Four-Sided

By Shamus
on Apr 12, 2006
Filed under:
Tabletop Games

When I was a teenager, four-sided roleplaying dice were made like this:

The faces were numbered. However, due to the shape of the die the face you “rolled” was the one facing the table. You figured out what you rolled by looking at the bottom edge and seeing what number was there. Confusingly, this meant that the side you rolled was the only one you couldn’t see and had every number on it except the one you rolled. That is, the “two” side had 1, 3, and 4 on it.

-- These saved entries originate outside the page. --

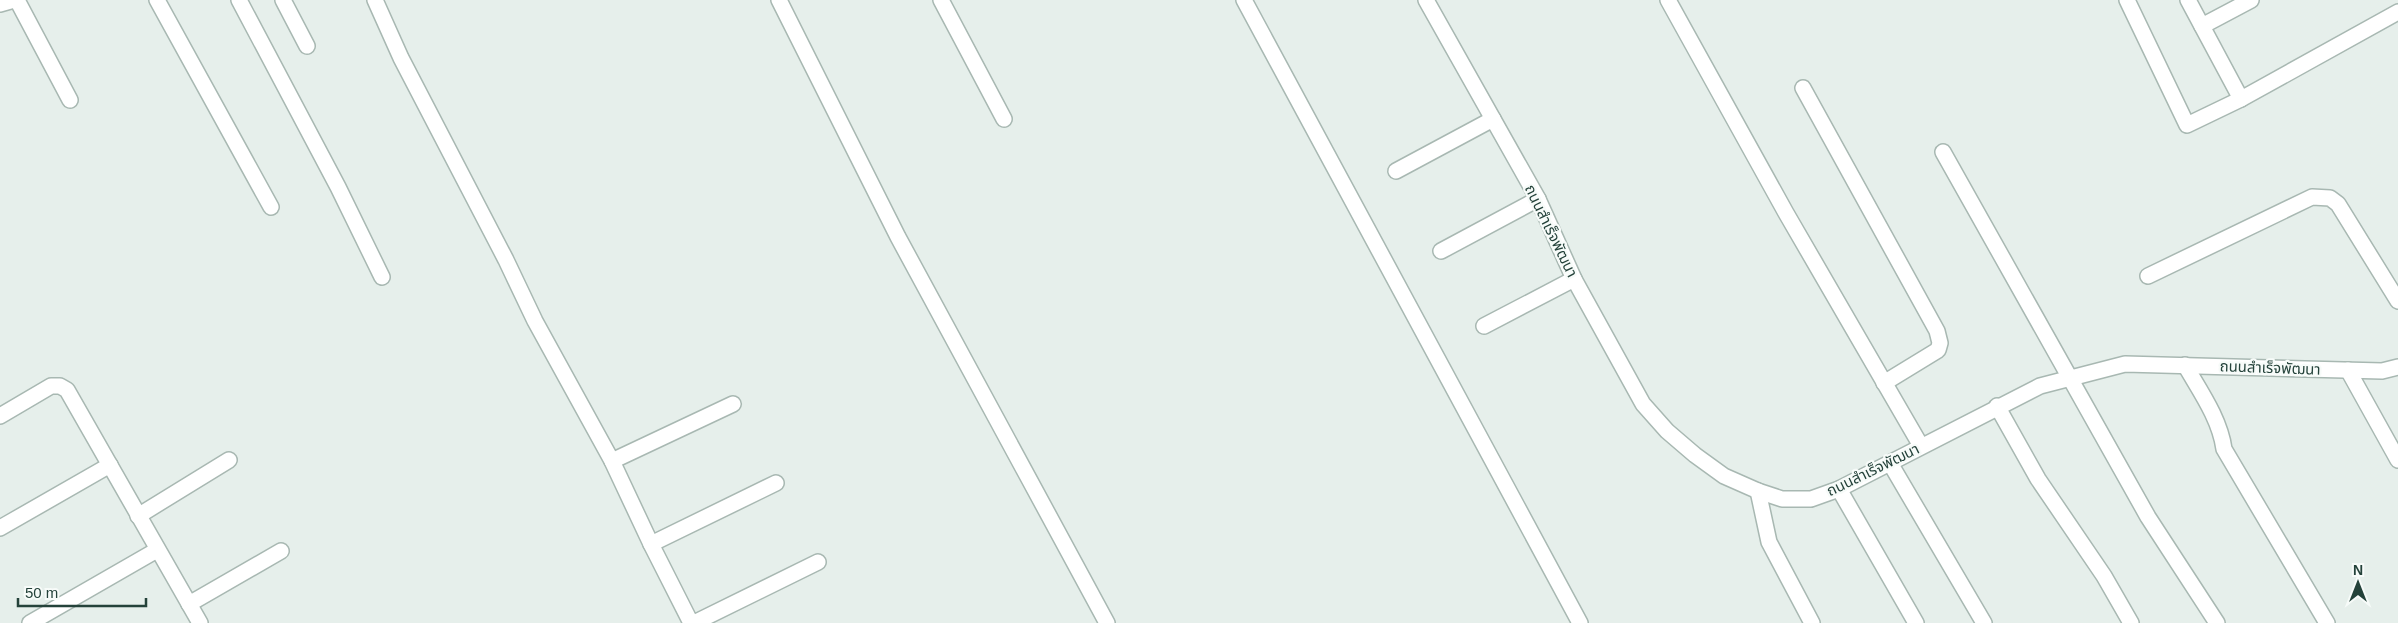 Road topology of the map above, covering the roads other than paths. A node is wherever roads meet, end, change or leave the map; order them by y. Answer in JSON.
{"nodes":[{"id":1,"x":15,"y":0,"type":"edge"},
{"id":2,"x":157,"y":0,"type":"edge"},
{"id":3,"x":239,"y":0,"type":"edge"},
{"id":4,"x":283,"y":0,"type":"edge"},
{"id":5,"x":375,"y":0,"type":"edge"},
{"id":6,"x":778,"y":0,"type":"edge"},
{"id":7,"x":941,"y":0,"type":"edge"},
{"id":8,"x":1244,"y":0,"type":"edge"},
{"id":9,"x":1426,"y":0,"type":"edge"},
{"id":10,"x":1668,"y":0,"type":"edge"},
{"id":11,"x":2127,"y":0,"type":"edge"},
{"id":12,"x":2188,"y":0,"type":"edge"},
{"id":13,"x":2251,"y":0,"type":"edge"},
{"id":14,"x":0,"y":4,"type":"edge"},
{"id":15,"x":2398,"y":12,"type":"edge"},
{"id":16,"x":2202,"y":26,"type":"junction"},
{"id":17,"x":307,"y":46,"type":"dead end"},
{"id":18,"x":1803,"y":88,"type":"dead end"},
{"id":19,"x":2241,"y":99,"type":"junction"},
{"id":20,"x":70,"y":100,"type":"dead end"},
{"id":21,"x":1493,"y":118,"type":"junction"},
{"id":22,"x":1004,"y":119,"type":"dead end"},
{"id":23,"x":1943,"y":152,"type":"dead end"},
{"id":24,"x":1396,"y":171,"type":"dead end"},
{"id":25,"x":1538,"y":199,"type":"junction"},
{"id":26,"x":271,"y":207,"type":"dead end"},
{"id":27,"x":1441,"y":251,"type":"dead end"},
{"id":28,"x":2148,"y":276,"type":"dead end"},
{"id":29,"x":382,"y":277,"type":"dead end"},
{"id":30,"x":1574,"y":279,"type":"junction"},
{"id":31,"x":2398,"y":301,"type":"edge"},
{"id":32,"x":1484,"y":326,"type":"dead end"},
{"id":33,"x":2185,"y":365,"type":"junction"},
{"id":34,"x":2398,"y":367,"type":"edge"},
{"id":35,"x":2348,"y":370,"type":"junction"},
{"id":36,"x":2070,"y":378,"type":"junction"},
{"id":37,"x":1884,"y":383,"type":"junction"},
{"id":38,"x":733,"y":404,"type":"dead end"},
{"id":39,"x":1997,"y":406,"type":"junction"},
{"id":40,"x":0,"y":416,"type":"edge"},
{"id":41,"x":1921,"y":446,"type":"junction"},
{"id":42,"x":229,"y":460,"type":"dead end"},
{"id":43,"x":2398,"y":460,"type":"edge"},
{"id":44,"x":612,"y":461,"type":"junction"},
{"id":45,"x":1890,"y":463,"type":"junction"},
{"id":46,"x":110,"y":465,"type":"junction"},
{"id":47,"x":776,"y":483,"type":"dead end"},
{"id":48,"x":1839,"y":489,"type":"junction"},
{"id":49,"x":1758,"y":491,"type":"junction"},
{"id":50,"x":138,"y":516,"type":"junction"},
{"id":51,"x":0,"y":528,"type":"edge"},
{"id":52,"x":650,"y":544,"type":"junction"},
{"id":53,"x":157,"y":550,"type":"junction"},
{"id":54,"x":280,"y":551,"type":"dead end"},
{"id":55,"x":818,"y":562,"type":"dead end"},
{"id":56,"x":189,"y":604,"type":"junction"},
{"id":57,"x":30,"y":623,"type":"edge"},
{"id":58,"x":200,"y":623,"type":"edge"},
{"id":59,"x":692,"y":623,"type":"edge"},
{"id":60,"x":1107,"y":623,"type":"edge"},
{"id":61,"x":1580,"y":623,"type":"edge"},
{"id":62,"x":1812,"y":623,"type":"edge"},
{"id":63,"x":1916,"y":623,"type":"edge"},
{"id":64,"x":1984,"y":623,"type":"edge"},
{"id":65,"x":2131,"y":623,"type":"edge"},
{"id":66,"x":2216,"y":623,"type":"edge"},
{"id":67,"x":2327,"y":623,"type":"edge"}],
"edges":[{"from":1,"to":14,"type":"street"},
{"from":1,"to":20,"type":"street"},
{"from":2,"to":26,"type":"street"},
{"from":3,"to":29,"type":"street"},
{"from":4,"to":17,"type":"street"},
{"from":5,"to":44,"type":"street"},
{"from":6,"to":60,"type":"street"},
{"from":7,"to":22,"type":"street"},
{"from":8,"to":61,"type":"street"},
{"from":9,"to":21,"type":"street","name":"ถนนสำเร็จพัฒนา"},
{"from":10,"to":37,"type":"street"},
{"from":11,"to":19,"type":"street"},
{"from":12,"to":16,"type":"street"},
{"from":13,"to":16,"type":"street"},
{"from":15,"to":19,"type":"street"},
{"from":16,"to":19,"type":"street"},
{"from":18,"to":37,"type":"street"},
{"from":21,"to":24,"type":"street"},
{"from":21,"to":25,"type":"street","name":"ถนนสำเร็จพัฒนา"},
{"from":23,"to":36,"type":"street"},
{"from":25,"to":27,"type":"street"},
{"from":25,"to":30,"type":"street","name":"ถนนสำเร็จพัฒนา"},
{"from":28,"to":31,"type":"street"},
{"from":30,"to":32,"type":"street"},
{"from":30,"to":49,"type":"street","name":"ถนนสำเร็จพัฒนา"},
{"from":33,"to":35,"type":"street","name":"ถนนสำเร็จพัฒนา"},
{"from":33,"to":36,"type":"street","name":"ถนนสำเร็จพัฒนา"},
{"from":33,"to":67,"type":"street"},
{"from":34,"to":35,"type":"street","name":"ถนนสำเร็จพัฒนา"},
{"from":35,"to":43,"type":"street"},
{"from":36,"to":39,"type":"street","name":"ถนนสำเร็จพัฒนา"},
{"from":36,"to":66,"type":"street"},
{"from":37,"to":41,"type":"street"},
{"from":38,"to":44,"type":"street"},
{"from":39,"to":41,"type":"street","name":"ถนนสำเร็จพัฒนา"},
{"from":39,"to":65,"type":"street"},
{"from":40,"to":46,"type":"street"},
{"from":41,"to":45,"type":"street","name":"ถนนสำเร็จพัฒนา"},
{"from":42,"to":50,"type":"street"},
{"from":44,"to":52,"type":"street"},
{"from":45,"to":48,"type":"street","name":"ถนนสำเร็จพัฒนา"},
{"from":45,"to":64,"type":"street"},
{"from":46,"to":50,"type":"street"},
{"from":46,"to":51,"type":"street"},
{"from":47,"to":52,"type":"street"},
{"from":48,"to":49,"type":"street","name":"ถนนสำเร็จพัฒนา"},
{"from":48,"to":63,"type":"street"},
{"from":49,"to":62,"type":"street"},
{"from":50,"to":53,"type":"street"},
{"from":52,"to":59,"type":"street"},
{"from":53,"to":56,"type":"street"},
{"from":53,"to":57,"type":"street"},
{"from":54,"to":56,"type":"street"},
{"from":55,"to":59,"type":"street"},
{"from":56,"to":58,"type":"street"}]}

This struck me as a bit strange and counter-intuitive at the time. I was always unhappy with the design of the four-sided. My own thought was that the four-sided should use a different shape:

Take the standard 4 sided, then select any 2 perpendicular edges. Take these edges and move them away from each other a bit, which will make each face more of an acute isosceles triangle. You end up with this:

This will produce a four-sided solid suitable for rolling, with one side clearly facing more directly up than the others.

For whatever reason I lost interest in the game when I was about fifteen. I didn’t have anything to do with it until about 18 years later, when I started playing again in early 2005. However, I noticed the design of the four-sided has changed since I was a teen:

Now the tips are numbered, instead of the faces. I’ve been to the local geek store comic book and RPG shop and they don’t have any of the old style dice for sale. I can only conclude they don’t make them that way any more. I wonder when this happened? Knowing geeks, I bet it was a big deal, and I’m willing to go one further and bet there are old-school purists and holdouts out there who shun the new dice. I have no evidence of this, I’m just extrapolating. I know how we geeks can get.

It’s unexpected, since every other shape uses numbered faces instead of tips, but I think the new design is much more intuitive. I had my kids (ages 4, 6, and 8 ) roll them as a test, and they found the new dice to be far easier to understand. All of them understood the new ones, but only the middle child was able to figure out how to read the old style dice.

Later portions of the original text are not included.